Nesta quarta-feira (5/8), Comissão de Empresa dos Funcionários do Banco do Brasil (CEBB) voltou a se reunir com o Banco do Brasil, em mais uma rodada de negociações da Campanha Nacional por aumento na remuneração e melhores condições de trabalho.
Nathalia Gallini, representante da Federação dos Trabalhadores do Ramo Financeiro dos Estados do Rio de Janeiro e Espírito Santo (Fetraf RJ/ES) na CEBB e Diretora do Sindicato dos Bancários do Espírito Santo, participou da mesa de negociação.
“Levamos à mesa de negociação gargalos críticos como o excesso de trabalho, a demora no atendimento e agências que encerraram as atividades por falta de contingente. A mensagem foi única: a única saída viável é o banco admitir novos funcionários via concurso. Elaborada de forma coletiva e democrática com a participação de empregados de todo o Brasil, a pauta de reivindicações reflete o desejo claro da categoria: que o banco apresente propostas de reajuste salarial que realmente reconheçam o valor dos seus trabalhadores.”, declarou Nathalia.
Que completou. “Na reta final para a data-base, cobramos do banco propostas efetivas no próximo encontro, traduzindo em atos a sua obrigação de valorizar os bancárias e bancários.”
Os trabalhadores iniciaram a rodada reforçando as principais reivindicações:
– Cassi: que o banco apresente um plano de custeio, com o aumento da responsabilidade da empresa na sustentabilidade da caixa de assistência.
– Metas: revisão da gestão por metas, em vista do aumento de reclamações, em todo o país, de trabalhadores com dificuldades de alcaçarem as metas impostas, a ponto de sofrerem prejuízos na remuneração (PLR).
– Isonomia: igualdade de acesso e atendimento à Cassi e Previ para os funcionários egressos (que ingressaram no banco em razão da incorporação de outras instituições).
– Previ: novas melhorias Tabela PIP, para contemplar mais trabalhadores com a valorização da previdência complementar.
– PCS/PCR: aperfeiçoamento do Programa de Cargos e Salários (também chamado de Programa de Carreira e Remuneração), com foco na revisão de critérios de progressão, valorização do mérito, reajuste de adicionais de função e atualização dos vencimentos do funcionalismo.
Poucos e sobrecarregados
Os dirigentes sindicais também reforçaram a reivindicação pela abertura de concursos públicos para suprir a falta de funcionários em várias localidades do país.
Os representantes dos trabalhadores registraram que as avaliações ruins de agências com déficit de funcionários acabam recaindo sobre os funcionários que, por sua vez, são penalizados financeiramente pelo não atingimento de metas.
O movimento sindical criticou ainda a contratação, por parte do BB, de correspondentes bancários.
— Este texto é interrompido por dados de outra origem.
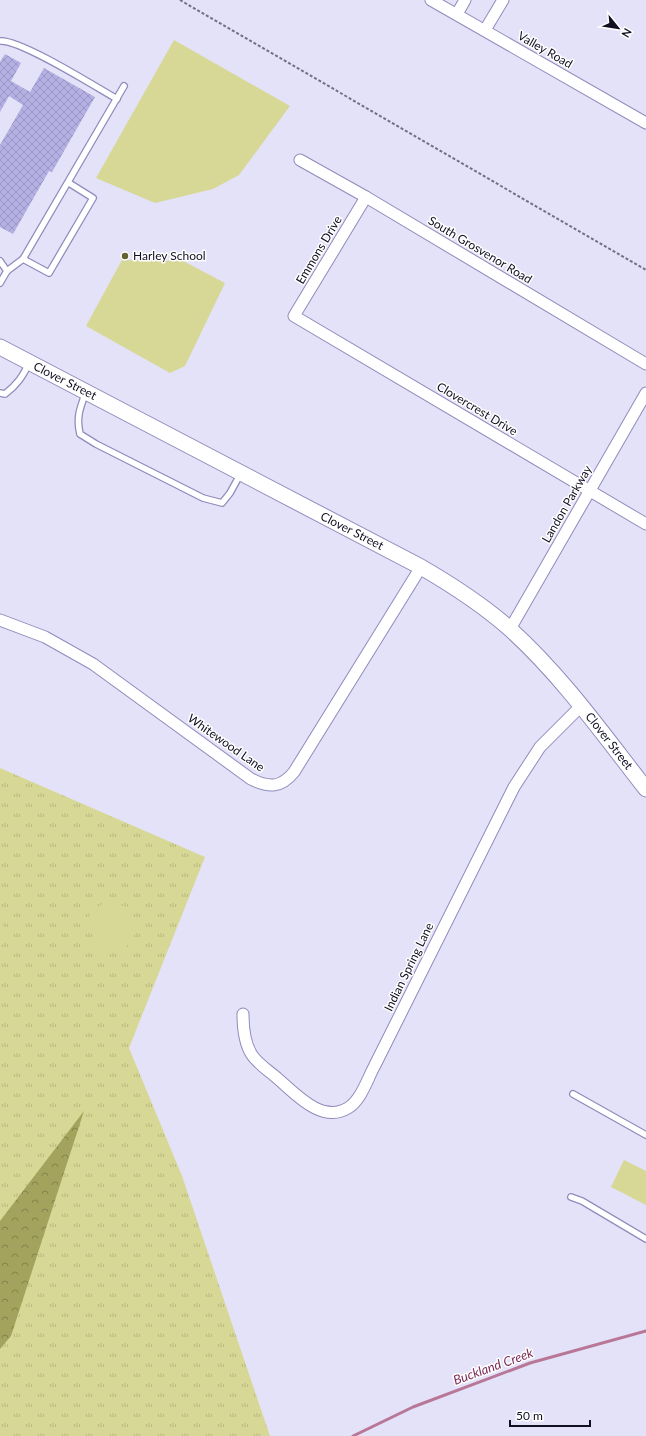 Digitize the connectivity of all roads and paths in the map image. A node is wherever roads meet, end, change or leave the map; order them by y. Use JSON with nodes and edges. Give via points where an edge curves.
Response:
{"nodes":[{"id":1,"x":180,"y":0,"type":"edge"},
{"id":2,"x":431,"y":0,"type":"edge"},
{"id":3,"x":465,"y":0,"type":"edge"},
{"id":4,"x":503,"y":0,"type":"edge"},
{"id":5,"x":456,"y":14,"type":"junction"},
{"id":6,"x":486,"y":30,"type":"junction"},
{"id":7,"x":0,"y":41,"type":"edge"},
{"id":8,"x":124,"y":86,"type":"dead end"},
{"id":9,"x":117,"y":99,"type":"junction"},
{"id":10,"x":646,"y":123,"type":"edge"},
{"id":11,"x":300,"y":160,"type":"dead end"},
{"id":12,"x":69,"y":183,"type":"junction"},
{"id":13,"x":366,"y":197,"type":"junction"},
{"id":14,"x":23,"y":259,"type":"junction"},
{"id":15,"x":0,"y":261,"type":"edge"},
{"id":16,"x":646,"y":270,"type":"edge"},
{"id":17,"x":4,"y":273,"type":"edge"},
{"id":18,"x":0,"y":283,"type":"edge"},
{"id":19,"x":294,"y":316,"type":"joint"},
{"id":20,"x":0,"y":347,"type":"edge"},
{"id":21,"x":29,"y":363,"type":"junction"},
{"id":22,"x":646,"y":364,"type":"edge"},
{"id":23,"x":86,"y":392,"type":"junction"},
{"id":24,"x":0,"y":393,"type":"edge"},
{"id":25,"x":646,"y":393,"type":"edge"},
{"id":26,"x":242,"y":473,"type":"junction"},
{"id":27,"x":589,"y":491,"type":"junction"},
{"id":28,"x":646,"y":524,"type":"edge"},
{"id":29,"x":421,"y":567,"type":"junction"},
{"id":30,"x":0,"y":620,"type":"edge"},
{"id":31,"x":510,"y":629,"type":"junction"},
{"id":32,"x":581,"y":706,"type":"junction"},
{"id":33,"x":646,"y":789,"type":"edge"},
{"id":34,"x":243,"y":1014,"type":"dead end"},
{"id":35,"x":573,"y":1094,"type":"dead end"},
{"id":36,"x":646,"y":1135,"type":"edge"},
{"id":37,"x":570,"y":1197,"type":"dead end"},
{"id":38,"x":646,"y":1239,"type":"edge"}],
"edges":[{"from":1,"to":16,"type":"path"},
{"from":2,"to":5,"type":"street","name":"Valley Road"},
{"from":3,"to":5,"type":"street"},
{"from":4,"to":6,"type":"street"},
{"from":5,"to":6,"type":"street","name":"Valley Road"},
{"from":6,"to":10,"type":"street","name":"Valley Road"},
{"from":7,"to":9,"type":"lane","via":[[5,40],[21,46]]},
{"from":8,"to":9,"type":"lane"},
{"from":9,"to":12,"type":"lane"},
{"from":11,"to":13,"type":"street","name":"South Grosvenor Road"},
{"from":12,"to":14,"type":"lane"},
{"from":12,"to":14,"type":"lane","via":[[93,198],[49,273]]},
{"from":13,"to":19,"type":"street","name":"Emmons Drive"},
{"from":13,"to":22,"type":"street","name":"South Grosvenor Road"},
{"from":14,"to":17,"type":"lane"},
{"from":15,"to":17,"type":"lane"},
{"from":17,"to":18,"type":"lane"},
{"from":19,"to":27,"type":"street","name":"Clovercrest Drive"},
{"from":20,"to":21,"type":"main road","name":"Clover Street"},
{"from":21,"to":23,"type":"main road","name":"Clover Street"},
{"from":21,"to":24,"type":"lane","via":[[22,378],[14,387],[5,394]]},
{"from":23,"to":26,"type":"main road","name":"Clover Street"},
{"from":23,"to":26,"type":"lane","via":[[77,423],[80,434],[96,444],[203,498],[222,503]]},
{"from":25,"to":27,"type":"street","name":"Landon Parkway"},
{"from":26,"to":29,"type":"main road","name":"Clover Street"},
{"from":27,"to":28,"type":"street","name":"Clovercrest Drive"},
{"from":27,"to":31,"type":"street","name":"Landon Parkway"},
{"from":29,"to":30,"type":"street","name":"Whitewood Lane","via":[[294,772],[286,781],[276,785],[251,779],[93,664],[45,637]]},
{"from":29,"to":31,"type":"main road","name":"Clover Street","via":[[484,608]]},
{"from":31,"to":32,"type":"main road","name":"Clover Street","via":[[549,667]]},
{"from":32,"to":33,"type":"main road","name":"Clover Street"},
{"from":32,"to":34,"type":"street","name":"Indian Spring Lane","via":[[540,747],[514,787],[353,1105],[330,1113],[302,1100],[253,1056],[245,1040]]},
{"from":35,"to":36,"type":"lane"},
{"from":37,"to":38,"type":"lane","via":[[582,1201]]}]}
Isso porque, além de uma forma de terceirização de serviços, a disponibilidade do acesso à carteira de clientes do BB aos correspondentes fragiliza a segurança de dados.
A CEBB também criticou o afastamento do BB de seu papel como banco público.
Devolutivas dos negociadores do BB
Cassi – O banco reconheceu a urgência sobre a questão financeira da caixa de assistência. Declarou que para se alcançar uma “solução definitiva e estruturante” precisará de mais tempo.
Egressos – Sobre a Cassi, não apresentaram avanços, reafirmando que ainda estão na fase de estudos de um modelo de custeio para fraquear o acesso de todos os egressos ao plano de saúde.
Previ – Em relação à previdência, também não apresentaram avanços, mas se comprometeram a retomar as mesas específicas, quando irão apresentar propostas de estudos que já desenvolveram para cobrir os egressos.
Metas – O banco se comprometeu a chamar uma mesa específica para apresentar um programa um novo, chamado REVISA, onde as unidades teriam a oportunidade de pedir uma revisão, após o recebimento de indicadores.
Cláusulas econômicas e melhores condições de trabalho
Em seguida, os negociadores do BB fizeram uma apresentação na tentativa de provar que existe crescimento de carreira no banco, criticando, também, os pedidos de reajustes de verbas da minuta de reivindicações da categoria.
Os trabalhadores também exigiram que o banco revise o PCS e o piso.
Próxima mesa
Os representantes dos trabalhadores e do BB voltarão a se reunir no dia 14 de agosto.